Thank you once more for this idea! 

6. Yes, indeed. We added the following paragraph:

"5.5. Bioinformatics and Artificial Intelligence (AI)

             Biomarker research has evolved in close relation with bioinformatic development. Since the development of The Cancer Genome Atlas (TCGA) project, large databases containing valuable data on the multisystem biology features of multiple tumor types led to the development of data mining methods, to propose valuable biomarkers [18,203–209]. Examples include the study of molecular aberrations of the SST gene for multiple GI cancers [210]; the difference in HSP90α protein across 9 different tumors [211]; or the identification of CpG markers to detect 27 cancer types [212].
      Furthermore, the existence of large databases allows machine-learning algorithms to be developed and trained to improve the detection capacity of current biomarkers.

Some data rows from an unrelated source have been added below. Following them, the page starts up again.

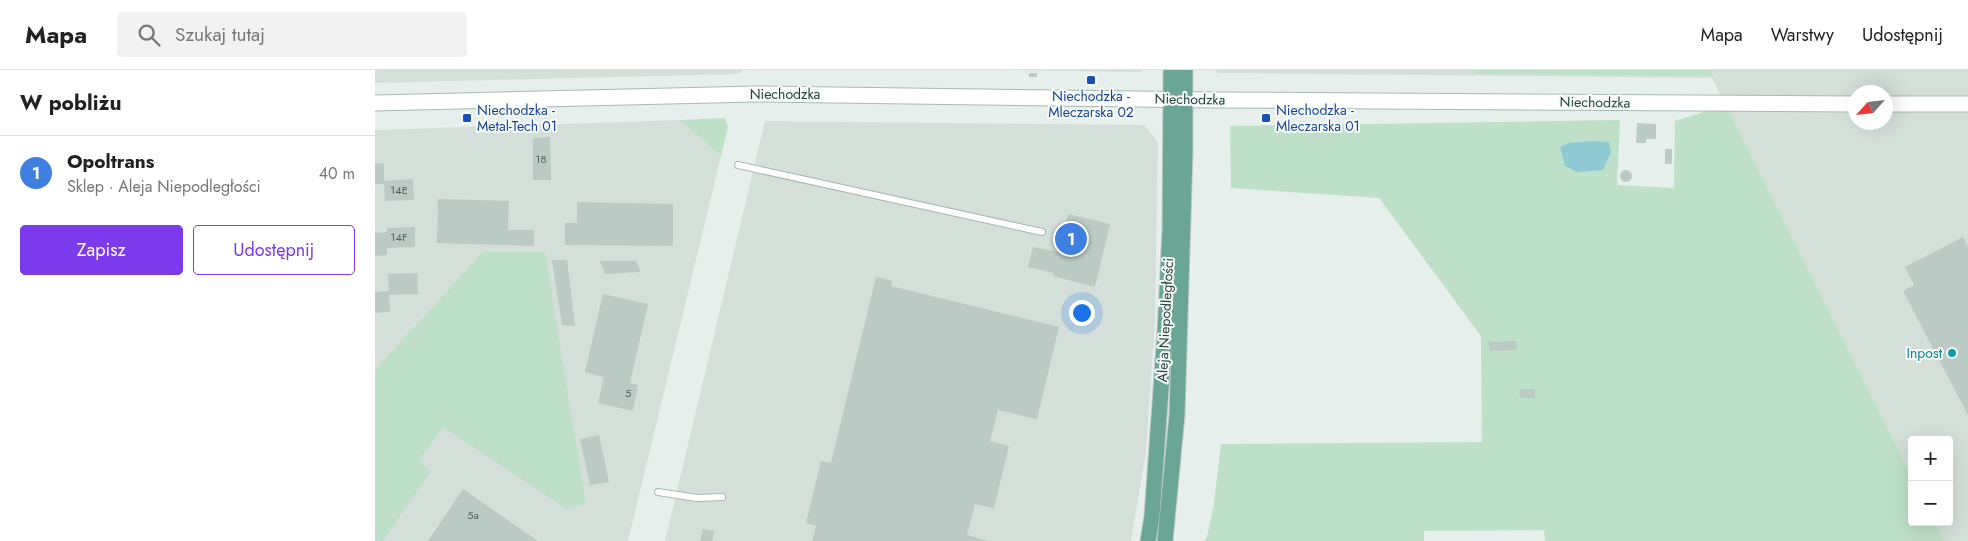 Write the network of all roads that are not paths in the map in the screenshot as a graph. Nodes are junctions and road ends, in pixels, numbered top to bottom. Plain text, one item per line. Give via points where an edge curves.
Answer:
1 (1171, 70) edge
2 (1185, 70) edge
3 (1178, 99) junction
4 (375, 102) edge
5 (1848, 104) edge
6 (1893, 104) edge
7 (1968, 104) edge
8 (738, 165) dead end
9 (1042, 232) dead end
10 (658, 492) dead end
11 (722, 497) dead end
12 (1148, 541) edge
13 (1165, 541) edge

1 - 3 main road
2 - 3 main road
3 - 4 street, Niechodzka via 757,94
3 - 5 street, Niechodzka
3 - 12 main road, Aleja Niepodległości via 1166,322
3 - 13 main road, Aleja Niepodległości via 1177,415
6 - 7 street
8 - 9 lane
10 - 11 lane via 697,498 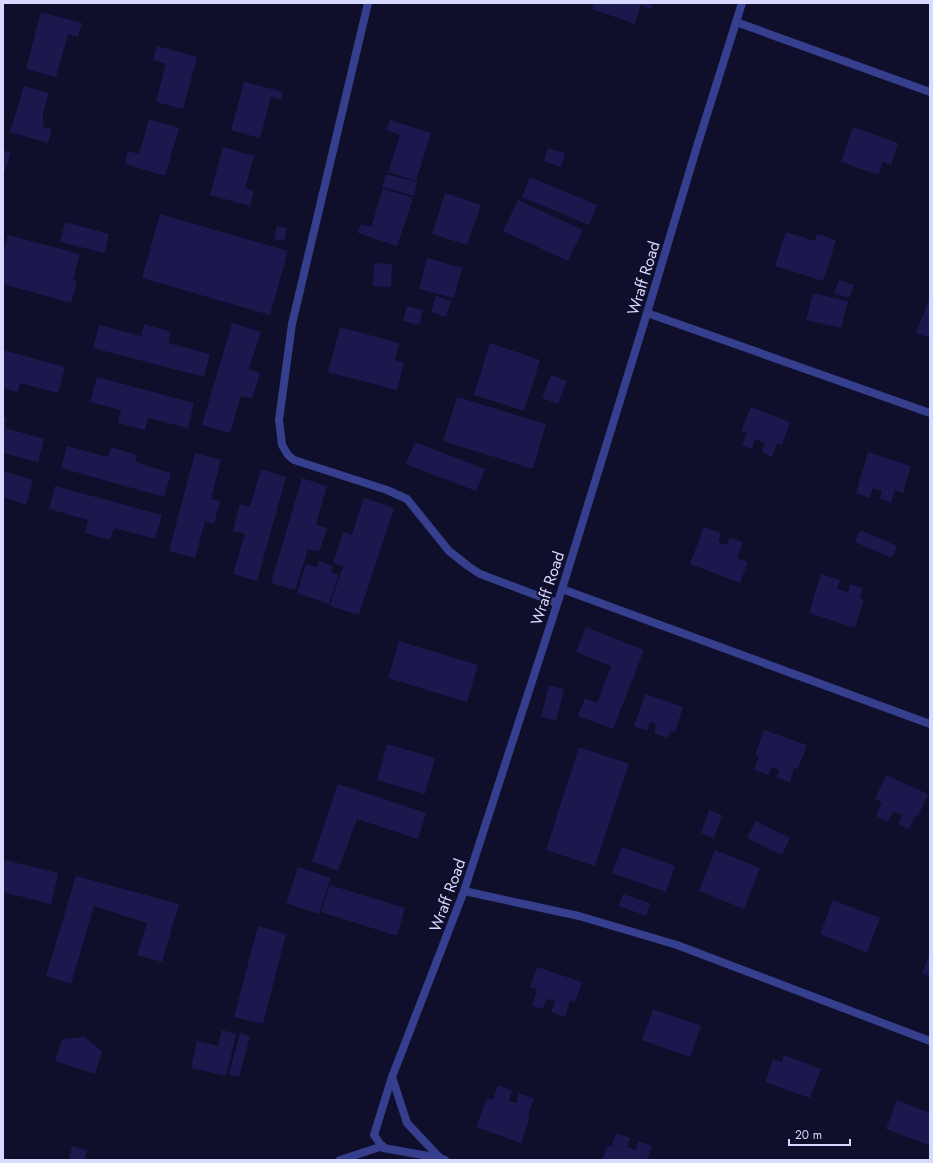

Several neural network-based algorithms have been developed to improve detection sensitivity and specificity, as well as tumor of origin (TOO) discrimination [18]. The undeniable benefit of artificial intelligence becomes evident when we observe that the vast majority of MCED tests with ongoing trials have applied deep learning algorithms to improve their diagnostic yield (Table 5). As such, it is important to recognize AI as a key element of biomarker discovery that boosts the output and outcomes of MCED tests."

If the reviewer feels necessary, we can expand on the topic. Thank you! 

Round 2

Reviewer 2 Report

Comments and Suggestions for Authors

Good revision. Accept in its present form.

Reviewer 3 Report

Comments and Suggestions for Authors

Thank you for extensive revisions and incorporating new material.